CHAPTER VI.
ACROSS THE CACTUS DESERT INTO CALIFORNIA’S GOLDEN LAND.
NAVAJO CHURCH, NEAR FORT WINGATE.
Leaving Santa Fe, we continued our journey westward over the Atchison, Topeka and Santa Fe Railroad, and striking the Rio Grande a short distance south of White Rock Cañon, followed the bank of that stream through some very handsome scenery until we reached Atlantic and Pacific Junction. Thence for a while the route was through an arid section, where alkali and musquite abounded; an unchangeable waste of black sterility; a country so level that the laying of a railroad track was attended by no difficulties, but keeping it clear of sand is a work of great perverseness. We were now on the line of the Atlantic and Pacific, which crosses a branch of the Rio Grande at Rio Puerco, and soon after follows the valley of that stream for about sixty miles. Laguna is on the way, and north and south are mesas, dry lakes and lava beds, but there is no picturesqueness of landscape. South of Fort Wingate, just east of the Arizona border, is the Zuni Plateau, in which several old ruins are still to be seen; but if we except the Indians, who exist in the most miserable condition, and old ruins and craters of extinct volcanoes, the region is without interest, and has few features worthy of the photographer’s art.
After reaching Arizona, the road passes through a corner of the Perco and Zuni reservations, and follows the old trail leading to Prescott. Immediately south of Flagstaff, and in sight of that place, are more ruins of cliff dwellings, built in the banks of Walnut Creek, but so faded as to be scarcely distinguishable now. We are now in the Cactus plain, where immense stalks of that curious vegetable growth rise to the dignity of branchless trees, prickly and often grotesque.

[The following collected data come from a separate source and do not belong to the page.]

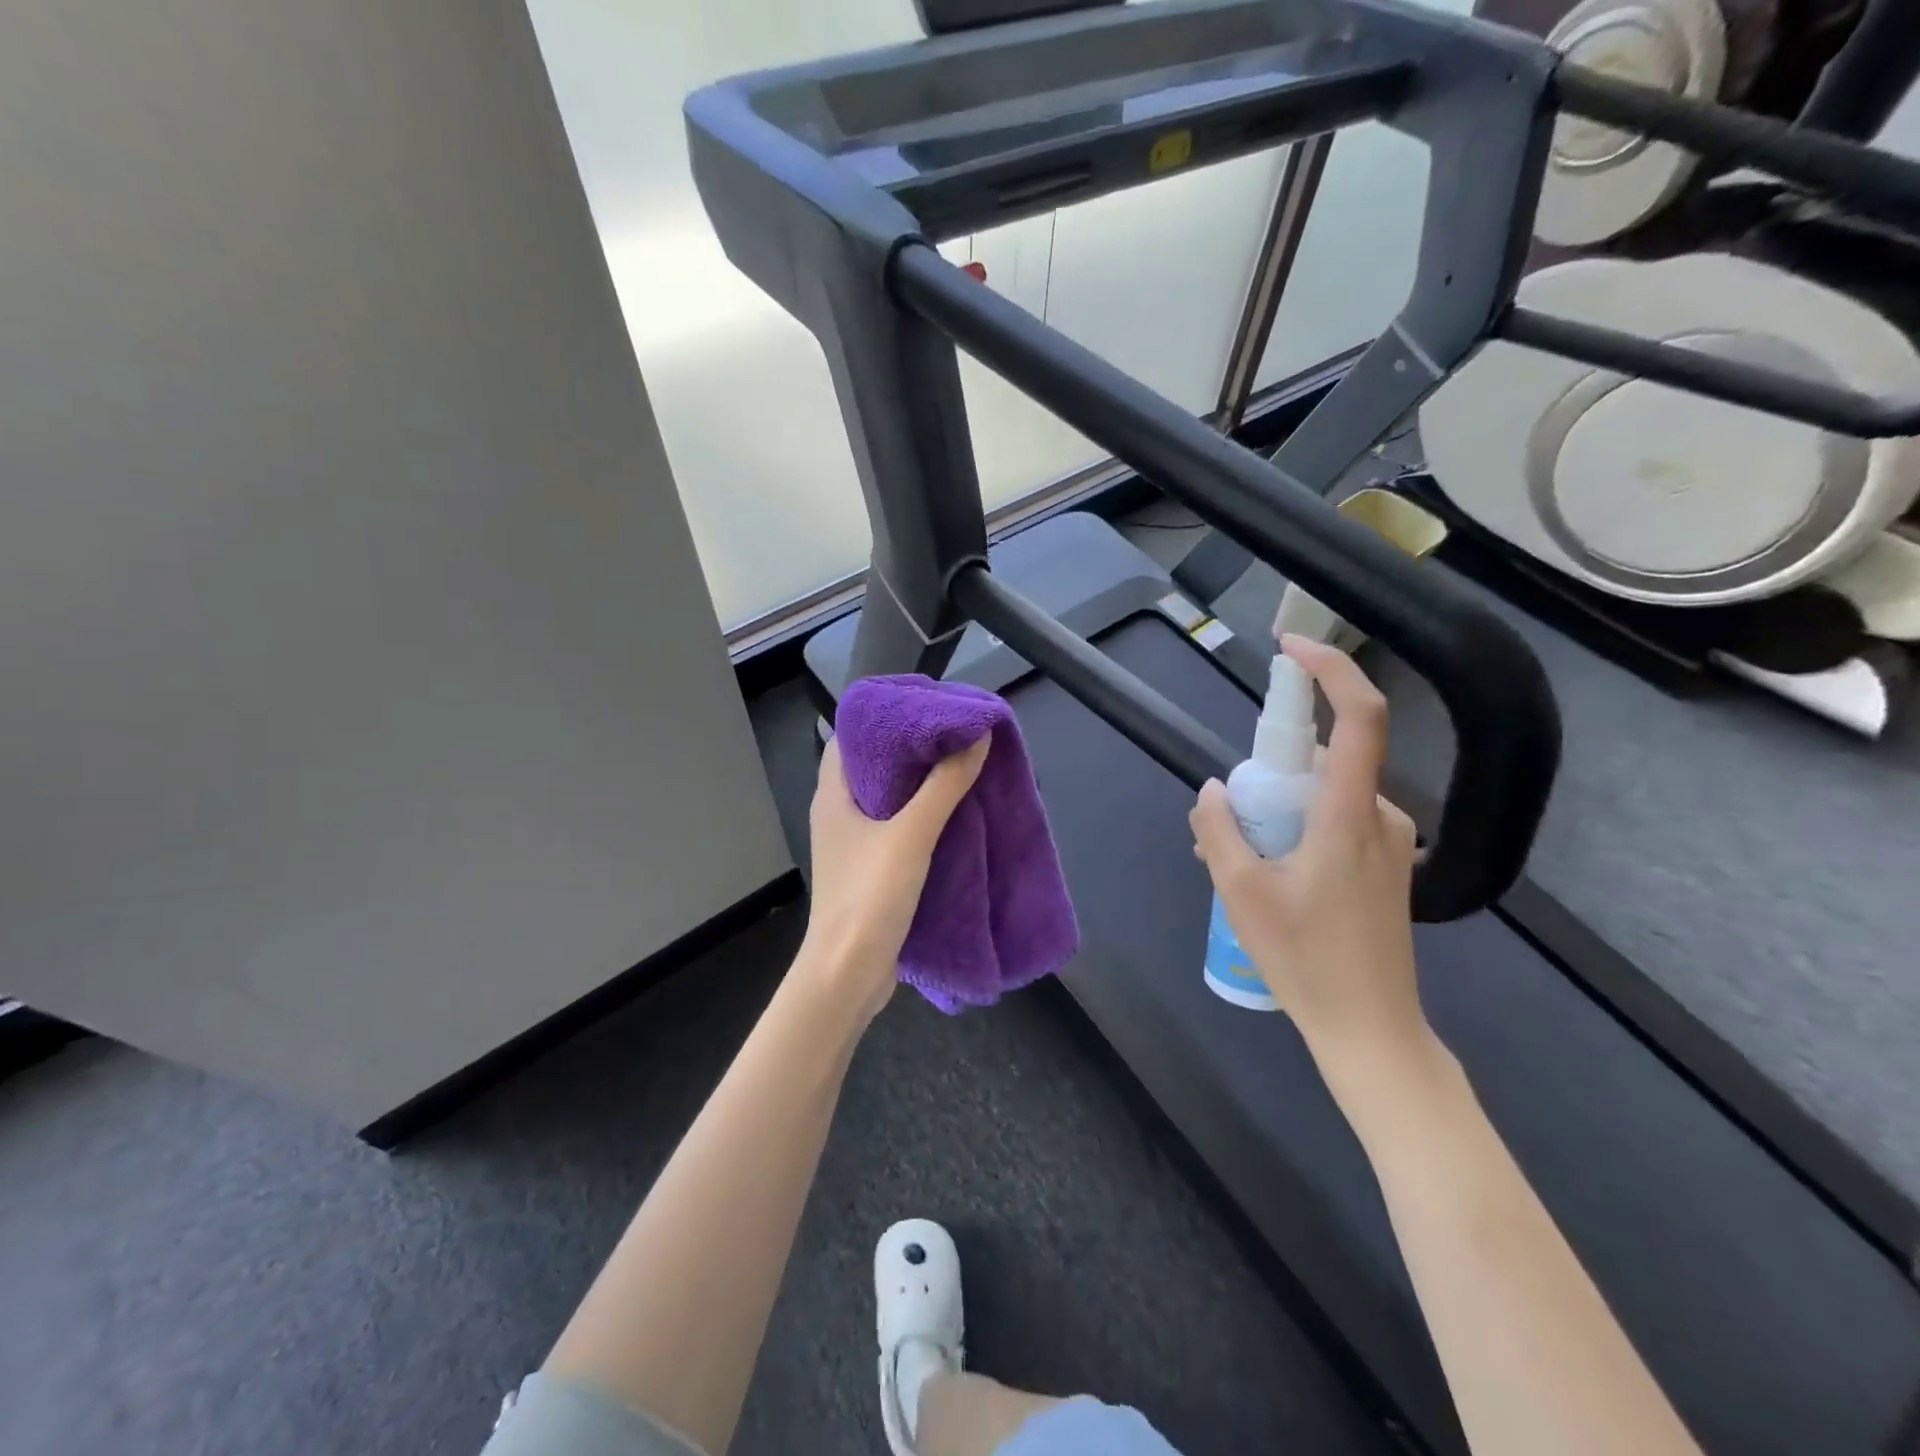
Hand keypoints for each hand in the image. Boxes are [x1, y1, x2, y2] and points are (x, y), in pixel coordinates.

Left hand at [799, 735, 990, 1019]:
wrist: (848, 974)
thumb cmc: (869, 896)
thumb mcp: (911, 835)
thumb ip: (944, 785)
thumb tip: (977, 735)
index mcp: (833, 795)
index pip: (851, 737)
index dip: (884, 717)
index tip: (926, 706)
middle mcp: (839, 813)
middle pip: (874, 766)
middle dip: (912, 749)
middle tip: (955, 733)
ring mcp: (854, 844)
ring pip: (889, 799)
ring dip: (921, 784)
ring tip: (962, 764)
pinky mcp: (871, 870)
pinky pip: (898, 829)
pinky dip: (923, 816)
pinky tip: (955, 813)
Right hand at [1190, 636, 1425, 1066]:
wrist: (1371, 1029)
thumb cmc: (1306, 960)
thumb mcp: (1241, 892)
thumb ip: (1220, 830)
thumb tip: (1213, 789)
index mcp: (1350, 814)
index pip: (1358, 718)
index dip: (1331, 671)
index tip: (1291, 650)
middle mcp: (1380, 816)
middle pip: (1323, 761)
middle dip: (1270, 775)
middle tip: (1228, 824)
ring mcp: (1389, 842)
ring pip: (1325, 796)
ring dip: (1280, 811)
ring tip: (1241, 866)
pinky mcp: (1386, 865)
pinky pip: (1336, 822)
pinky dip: (1299, 831)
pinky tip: (1272, 879)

THE NEEDLES ALONG THE RIO GRANDE.—The Needles are a part of the Rocky Mountain chain, and they derive the name from their sharp-pointed and splintered pinnacles, in which respect they differ from all other mountains in America. Their peaks tower into the regions of perpetual snow, which cools and tempers what would otherwise be an almost intolerable climate. The Needles first come into view after emerging from the western extremity of Animas Cañon, and their white turrets are then visible for many leagues as the train glides along parallel with them.